With 6 billion web pages to index and millions of Google searches run daily you would think, wouldn't you, that Google has an almighty impressive storage setup. It does, but not the way you think. The world's largest search company does use networked storage but in the form of networked clusters of Linux servers, cheap rack'em high, buy'em cheap x86 servers with one or two internal drives.

A cluster will consist of several hundred, even thousands of machines, each with their internal disk. At the last public count, in April 2003, there were 15,000 plus such machines with 80GB drives. As an exercise let's assume 16,000 machines with 1.5 disk drives, 120MB, per machine. That totals up to 1.84TB. In fact Google probably has between two and five petabytes altogether, if we add in duplicated systems, test systems and news systems and Froogle systems and so forth. Why does Google use such a massively distributed system?

It's the application
Crudely speaking, Google's storage has to do two production jobs. First it has to assimilate the results of the web crawlers which discover and index new pages. In file system terms the bulk of this activity is appending data to existing files rather than overwriting them.

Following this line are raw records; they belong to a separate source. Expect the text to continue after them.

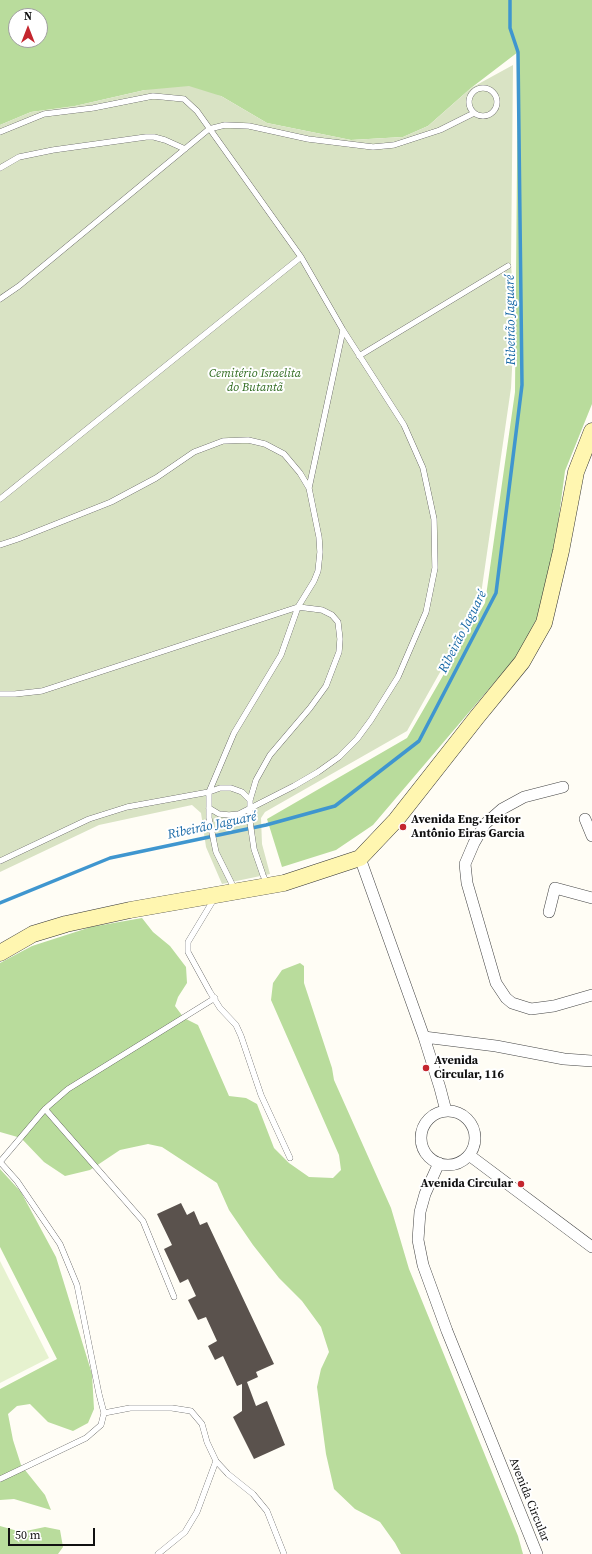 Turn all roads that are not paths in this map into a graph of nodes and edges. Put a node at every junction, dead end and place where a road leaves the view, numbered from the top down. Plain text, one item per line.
1 (474, 113) junction
2 (209, 130) junction
3 (0, 132) edge
4 (185, 149) junction
5 (0, 168) edge
6 (301, 257) junction
7 (508, 266) dead end
8 (0, 299) edge
9 (343, 330) junction
10 (360, 356) junction
11 (592, 431) edge
12 (308, 488) junction
13 (0, 499) edge
14 (0, 545) edge
15 (298, 607) junction
16 (0, 694) edge
17 (563, 787) dead end
18 (209, 792) junction
19 (250, 800) junction
20 (209, 808) junction
21 (249, 810) junction
22 (585, 819) dead end
23 (592, 836) edge
24 (360, 858) junction
25 (0, 862) edge
26 (268, 886) junction
27 (236, 892) junction
28 (217, 895) junction
29 (592, 898) edge
30 (549, 912) dead end
31 (0, 953) edge
32 (592, 995) edge
33 (215, 998) junction
34 (424, 1037) junction
35 (592, 1061) edge
36 (45, 1109) junction
37 (446, 1111) junction
38 (469, 1155) junction
39 (290, 1158) dead end
40 (438, 1163) junction
41 (592, 1247) edge
42 (174, 1297) dead end
43 (104, 1413) junction
44 (216, 1461) junction
45 (0, 1479) edge
46 (158, 1554) edge
47 (284, 1554) edge
48 (537, 1554) edge

1 - 1 lane
1 - 2 lane
2 - 3 lane
2 - 4 lane
2 - 6 lane
4 - 5 lane
4 - 8 lane
6 - 9 lane
6 - 13 lane
7 - 10 lane
9 - 10 lane
9 - 12 lane
10 - 21 lane
11 - 24 main road
12 - 14 lane
12 - 15 lane
15 - 16 lane
15 - 18 lane
15 - 19 lane
17 - 32 street
18 - 19 lane
18 - 20 lane
18 - 25 lane
19 - 21 lane
20 - 21 lane
20 - 27 lane
21 - 26 lane
22 - 23 street
24 - 26 main road
24 - 34 street
26 - 27 main road
27 - 28 main road
28 - 31 main road
28 - 33 lane
29 - 30 street
33 - 36 lane
33 - 39 lane
34 - 35 street
34 - 37 street
36 - 42 lane
36 - 43 lane
37 - 38 street
37 - 40 street
38 - 40 street
38 - 41 street
40 - 48 street, Avenida Circular
43 - 44 lane
43 - 45 lane
44 - 46 lane
44 - 47 lane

The second task is to respond to the millions of online search requests, query the stored data, and come up with results. These searches can be extensively parallelised.

Google has its own GFS - Google File System - and it is described here. It has implemented this on several very large clusters of Linux machines spread across the globe in data centres.

Google's application is unique and not comparable to a general enterprise application which typically involves file data being overwritten and a much lower degree of parallelism. Google also requires that its services be up and running 7 x 24, every day of the year, no matter what. Single or even double points of failure, or network bottlenecks are simply not acceptable - ever.

Overall system configuration
Google has devised its own cluster architecture, which has evolved from the first Google system set up at Stanford by the founders in 1998 (so recent!) Sergey Brin and Larry Page.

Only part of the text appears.